Many multi-lateral donors have provided financial and technical assistance to Bhutan. Some of them are: Asian Development Bank (Green Power Development Project), World Bank, European Union (Wang Watershed Management Project; Medicinal Plants Project; Livestock Sector Support; Agriculture Sector Support), United Nations Development Program (UNDP), World Food Program (WFP), and World Health Organization (WHO). The Food and Agriculture Organization of the United Nations (FAO) has operated dozens of agricultural and rural development projects in Bhutan since 1981. The International Fund for Agricultural Development (IFAD) has financed both phases of the Eastern Zone Agricultural Project. The Japanese International Cooperation Agency (JICA) has also provided bilateral assistance (i.e. Agricultural Research and Extension Support Project in Lhuentse and Mongar).

Extension Providers

Major institutions providing extension/advisory services

Public Institutions

Ministry of Agriculture and Forests 

The Ministry of Agriculture and Forests has responsibility for policy and technical guidance in the public extension service. The Department of Agriculture has the mandate of agricultural extension in addition to other responsibilities. Specific extension related functions carried out at the national level are as follows:

  • RNR extension policy formulation.
  • Development and management of national RNR extension program.
  • Technical support to geog and dzongkhag programs.
  • Human resources development of extension staff.
  • Preparation of RNR extension publications and their dissemination.
  • Provision of subject-matter specialists
  • Support in the geog and dzongkhag level planning

Extension Coordination Committee
The Ministry of Agriculture and Forests has an inter-sector Extension Coordination Committee (ECC) that facilitates coordination and integration among extension related departments and agencies. ECC is organizationally based with the Council for RNR Research of Bhutan. The functions of ECC are as follows:

  • Review and develop extension policy framework (e.g. strategy, approaches and methodologies) to generate input for policy decisions.
  • Ensure coordination on crosscutting extension themes, (e.g. extension guidelines and approaches), social science and management related training and recommend working modalities.
  • Identify various extension issues among various agencies of the Ministry of Agriculture and Forests and beyond.
  • Promote and represent Ministry of Agriculture and Forests on forums such as conferences and seminars on cross-cutting themes, policies and strategies.
  • Review and propose innovative integrated extension approaches to be adopted.
  • Strengthen linkages between research and extension.
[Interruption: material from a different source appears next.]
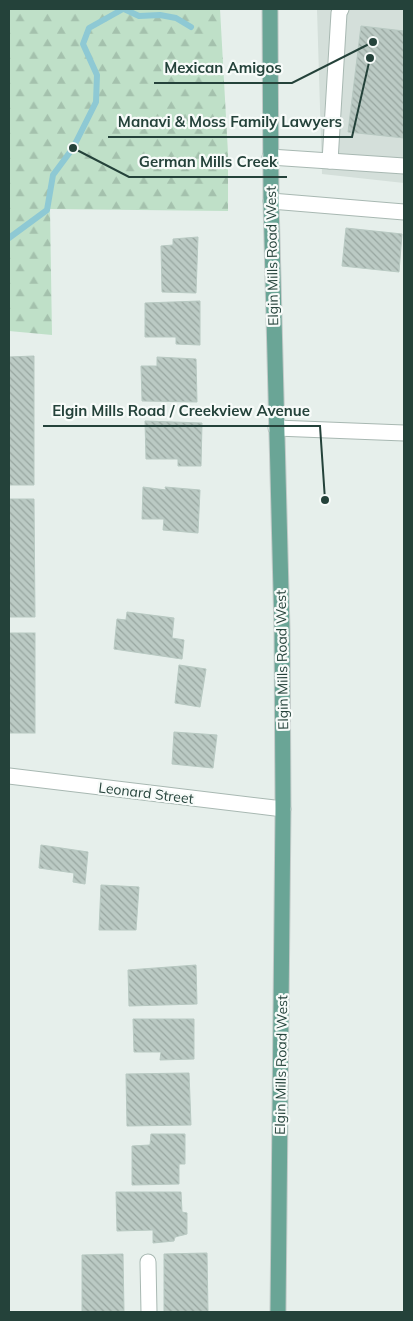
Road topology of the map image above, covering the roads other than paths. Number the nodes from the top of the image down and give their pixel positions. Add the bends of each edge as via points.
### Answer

Regional, dzongkhag and geog level extension offices:

As extension services are fully decentralized, the authority for planning and delivery of extension services, including financial matters, lies with regional, dzongkhag and geog level managers and field-level workers.

  • The regional offices provide assistance as subject-matter specialists; provide support in the geog and dzongkhag level planning; develop technology for dissemination; and ensure regional coordination.
  • The dzongkhag administration supports planning and implementation of RNR development activities; provides technical support; maintains vertical and horizontal communication linkages; does dzongkhag level programming; monitors and reports on RNR extension program; and coordinates research trials.
  • The geog administration’s extension related tasks include: support to dzongkhag to plan and implement RNR development activities; provide technical support to implement RNR activities; coordinate and implement research trials; monitoring and reporting of RNR extension programs, and data collection; organize training, demonstrations, and study tours for the farmers.

The field level staff works with farmers’ groups, households, and individual farmers.

According to a 2011 report, there are over 500 extension staff members engaged in livestock, agriculture, forestry and marketing related extension tasks in all 20 dzongkhags and 205 geogs.  Each RNR Extension Center has one staff each for livestock, agriculture and forestry extension activities. Each of these three sectors is supervised by its relevant dzongkhag officer, with the livestock sector having additional staff, depending on local conditions, to cover veterinary hospital, artificial insemination and fishery activities.  

Non-Public Institutions

Private sector

The private sector is slowly emerging in the areas of agricultural inputs supply and contract farming, the latter being an innovation in Bhutan. Names of a few companies that have entered agricultural operations are as follows:

  • Mountain Hazelnut Venture (MHV): Established in 2009; invests in hazelnut production, and provides seedlings to contracted growers.
  • Bio-Bhutan: Established in 2005; markets lemon grass, and also handles honey, spices and tea; develops, manufactures and markets natural and organic certified products from Bhutan.
  • Bhutan Alpine Seed: Located in Bondey (Paro); presently engaged in the production of vegetable seeds.
  • Karma Feeds: Located near Phuentsholing (Pasakha); deals in animal feed.

There is no private company that provides extension advice to farmers. When commercial companies expand in future, they may advise the farmers about using their products.

Non-governmental organizations

Names of a few NGOs engaged in at least some agricultural or rural development type of work, are mentioned below:

None of the NGO in Bhutan is yet actively involved in agricultural extension work for farmers.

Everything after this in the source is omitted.